By George Conger & Sue Careless

THE PRIMATES of the Anglican Communion have suspended the Episcopal Church from full participation in the life and work of the Anglican Communion. On Thurs., Jan. 14th a motion was presented to the archbishops and moderators gathered in Canterbury Cathedral; that motion called for the Episcopal Church to be suspended for a period of three years.

The resolution calls for the Episcopal Church – the American branch of Anglicanism – to lose its “vote” in meetings of pan-Anglican institutions and assemblies, but preserves its “voice,” demoting the church to observer status.
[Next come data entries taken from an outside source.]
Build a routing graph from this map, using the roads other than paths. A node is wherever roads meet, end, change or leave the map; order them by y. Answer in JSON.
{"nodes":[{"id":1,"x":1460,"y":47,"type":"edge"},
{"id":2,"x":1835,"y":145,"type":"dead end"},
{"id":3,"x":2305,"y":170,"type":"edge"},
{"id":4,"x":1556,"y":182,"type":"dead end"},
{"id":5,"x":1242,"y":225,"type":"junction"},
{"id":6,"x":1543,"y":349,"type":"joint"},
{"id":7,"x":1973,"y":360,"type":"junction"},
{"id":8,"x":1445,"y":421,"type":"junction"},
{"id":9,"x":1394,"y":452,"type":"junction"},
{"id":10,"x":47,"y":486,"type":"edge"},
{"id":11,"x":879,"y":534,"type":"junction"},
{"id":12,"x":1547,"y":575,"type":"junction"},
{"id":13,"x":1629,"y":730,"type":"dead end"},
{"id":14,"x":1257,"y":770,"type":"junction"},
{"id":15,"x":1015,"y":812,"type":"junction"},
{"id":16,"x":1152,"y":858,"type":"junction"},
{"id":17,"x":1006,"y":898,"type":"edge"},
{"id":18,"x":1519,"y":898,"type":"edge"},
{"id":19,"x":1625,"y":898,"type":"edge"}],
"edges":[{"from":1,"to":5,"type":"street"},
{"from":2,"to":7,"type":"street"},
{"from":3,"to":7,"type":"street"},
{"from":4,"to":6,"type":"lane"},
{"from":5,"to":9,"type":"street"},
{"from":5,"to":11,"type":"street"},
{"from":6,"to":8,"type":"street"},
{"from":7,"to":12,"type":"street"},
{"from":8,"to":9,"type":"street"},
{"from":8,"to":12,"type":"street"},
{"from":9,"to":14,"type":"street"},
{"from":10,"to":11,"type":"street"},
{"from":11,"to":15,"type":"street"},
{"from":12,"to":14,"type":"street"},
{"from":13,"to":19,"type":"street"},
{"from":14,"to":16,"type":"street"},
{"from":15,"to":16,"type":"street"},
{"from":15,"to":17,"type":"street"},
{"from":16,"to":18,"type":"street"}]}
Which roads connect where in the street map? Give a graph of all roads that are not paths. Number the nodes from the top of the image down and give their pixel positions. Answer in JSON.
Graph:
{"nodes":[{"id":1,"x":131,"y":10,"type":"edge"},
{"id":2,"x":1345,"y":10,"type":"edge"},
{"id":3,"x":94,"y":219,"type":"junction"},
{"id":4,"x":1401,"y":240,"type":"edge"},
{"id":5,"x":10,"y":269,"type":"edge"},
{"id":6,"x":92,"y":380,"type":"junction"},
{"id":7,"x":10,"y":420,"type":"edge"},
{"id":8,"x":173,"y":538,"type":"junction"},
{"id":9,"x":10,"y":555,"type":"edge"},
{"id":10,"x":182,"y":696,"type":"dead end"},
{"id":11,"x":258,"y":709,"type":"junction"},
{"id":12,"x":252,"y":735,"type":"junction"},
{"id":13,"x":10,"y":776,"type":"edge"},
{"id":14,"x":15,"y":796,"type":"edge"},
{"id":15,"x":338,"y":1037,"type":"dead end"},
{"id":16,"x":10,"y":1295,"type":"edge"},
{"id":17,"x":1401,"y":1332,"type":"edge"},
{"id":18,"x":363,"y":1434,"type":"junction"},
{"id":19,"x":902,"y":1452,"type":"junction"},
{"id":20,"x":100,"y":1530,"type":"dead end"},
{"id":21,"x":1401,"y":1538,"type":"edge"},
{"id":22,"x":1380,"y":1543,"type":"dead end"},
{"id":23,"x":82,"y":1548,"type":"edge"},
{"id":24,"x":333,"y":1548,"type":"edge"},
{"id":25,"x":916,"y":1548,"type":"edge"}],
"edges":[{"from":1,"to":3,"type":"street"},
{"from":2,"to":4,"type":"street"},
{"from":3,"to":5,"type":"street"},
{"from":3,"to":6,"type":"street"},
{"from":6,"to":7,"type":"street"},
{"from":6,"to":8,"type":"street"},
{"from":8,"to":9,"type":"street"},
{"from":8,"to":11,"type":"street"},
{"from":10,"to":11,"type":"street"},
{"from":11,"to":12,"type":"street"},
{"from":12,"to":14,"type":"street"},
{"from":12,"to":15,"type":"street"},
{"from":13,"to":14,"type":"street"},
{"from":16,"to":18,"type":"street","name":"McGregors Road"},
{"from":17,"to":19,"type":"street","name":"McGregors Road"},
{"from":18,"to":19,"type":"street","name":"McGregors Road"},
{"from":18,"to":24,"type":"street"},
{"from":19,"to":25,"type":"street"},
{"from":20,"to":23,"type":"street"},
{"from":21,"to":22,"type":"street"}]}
The motion was passed by a two-thirds margin.

The Primates’ gathering was held from Jan. 11-16. A Primate is the chief bishop or archbishop of one of the thirty-eight churches (also known as provinces) of the Anglican Communion.

The motion asks that representatives of the Episcopal Church not be permitted to represent the Communion in interfaith and ecumenical bodies or dialogue commissions, nor serve on the Standing Committee of the Anglican Consultative Council, nor vote at meetings of the Anglican Consultative Council – whose next meeting is this summer in Lusaka, Zambia.

Unlike the recommendations of the Windsor Report of 2004, which called for the “voluntary withdrawal” of the Episcopal Church from the life of the Communion, this vote directs the Archbishop of Canterbury to discipline the American church.

The Episcopal Church may not take part in the decision making process “on issues of doctrine or polity” either, agreed the Primates.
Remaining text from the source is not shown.